## WHAT IS NEEDED
Copy out each line below in which the string "graph" appears.

Collected data:
Content starts

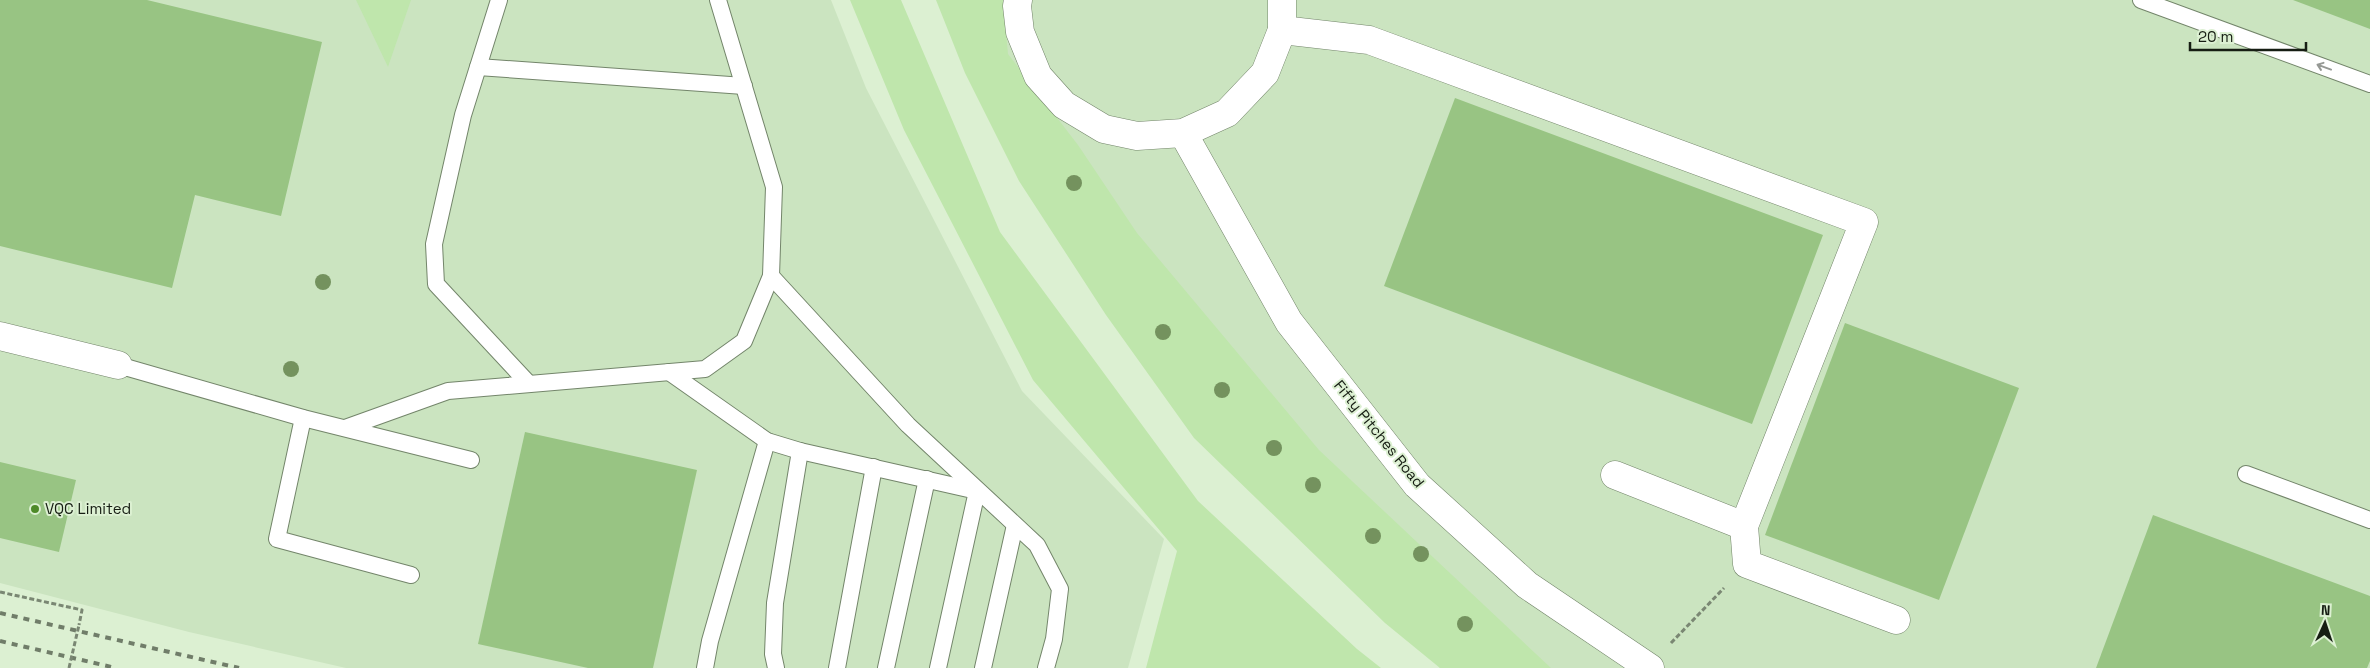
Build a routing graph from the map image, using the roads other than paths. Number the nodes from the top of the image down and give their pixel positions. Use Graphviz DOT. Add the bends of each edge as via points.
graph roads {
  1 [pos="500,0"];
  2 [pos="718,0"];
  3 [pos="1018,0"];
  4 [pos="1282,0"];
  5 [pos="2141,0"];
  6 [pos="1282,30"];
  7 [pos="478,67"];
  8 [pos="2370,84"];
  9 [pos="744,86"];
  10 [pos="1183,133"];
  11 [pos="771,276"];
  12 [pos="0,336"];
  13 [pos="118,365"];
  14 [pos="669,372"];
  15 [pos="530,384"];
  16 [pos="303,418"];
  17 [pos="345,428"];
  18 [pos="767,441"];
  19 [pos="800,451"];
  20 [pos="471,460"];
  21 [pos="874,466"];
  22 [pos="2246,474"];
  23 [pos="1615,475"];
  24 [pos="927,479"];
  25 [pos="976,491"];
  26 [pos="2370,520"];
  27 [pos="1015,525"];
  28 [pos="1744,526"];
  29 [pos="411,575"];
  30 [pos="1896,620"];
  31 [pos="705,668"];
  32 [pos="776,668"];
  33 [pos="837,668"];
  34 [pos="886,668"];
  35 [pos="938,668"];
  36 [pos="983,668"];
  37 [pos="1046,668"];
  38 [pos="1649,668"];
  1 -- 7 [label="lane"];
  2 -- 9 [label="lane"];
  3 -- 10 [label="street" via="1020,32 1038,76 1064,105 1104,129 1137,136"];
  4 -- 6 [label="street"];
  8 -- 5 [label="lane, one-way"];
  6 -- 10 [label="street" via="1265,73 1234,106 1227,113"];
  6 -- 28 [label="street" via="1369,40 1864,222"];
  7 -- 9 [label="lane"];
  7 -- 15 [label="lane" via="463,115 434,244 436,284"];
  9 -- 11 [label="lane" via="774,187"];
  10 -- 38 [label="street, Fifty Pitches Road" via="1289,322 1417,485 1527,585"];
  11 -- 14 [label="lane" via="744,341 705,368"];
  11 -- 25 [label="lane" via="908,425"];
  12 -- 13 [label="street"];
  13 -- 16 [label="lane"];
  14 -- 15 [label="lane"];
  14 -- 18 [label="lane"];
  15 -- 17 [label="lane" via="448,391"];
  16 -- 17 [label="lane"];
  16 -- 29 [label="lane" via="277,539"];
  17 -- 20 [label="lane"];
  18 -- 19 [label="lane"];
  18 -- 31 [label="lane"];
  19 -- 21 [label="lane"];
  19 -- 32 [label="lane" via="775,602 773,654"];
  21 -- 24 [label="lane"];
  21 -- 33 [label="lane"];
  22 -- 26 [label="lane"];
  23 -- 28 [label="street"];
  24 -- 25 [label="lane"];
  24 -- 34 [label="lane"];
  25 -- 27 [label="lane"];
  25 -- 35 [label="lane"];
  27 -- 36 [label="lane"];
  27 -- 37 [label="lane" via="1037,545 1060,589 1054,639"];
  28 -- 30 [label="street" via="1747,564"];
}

Content ends

## EXERCISE RESPONSE
Build a routing graph from the map image, using the roads other than paths. Number the nodes from the top of the image down and give their pixel positions. Use Graphviz DOT. Add the bends of each edge as via points.
graph roads {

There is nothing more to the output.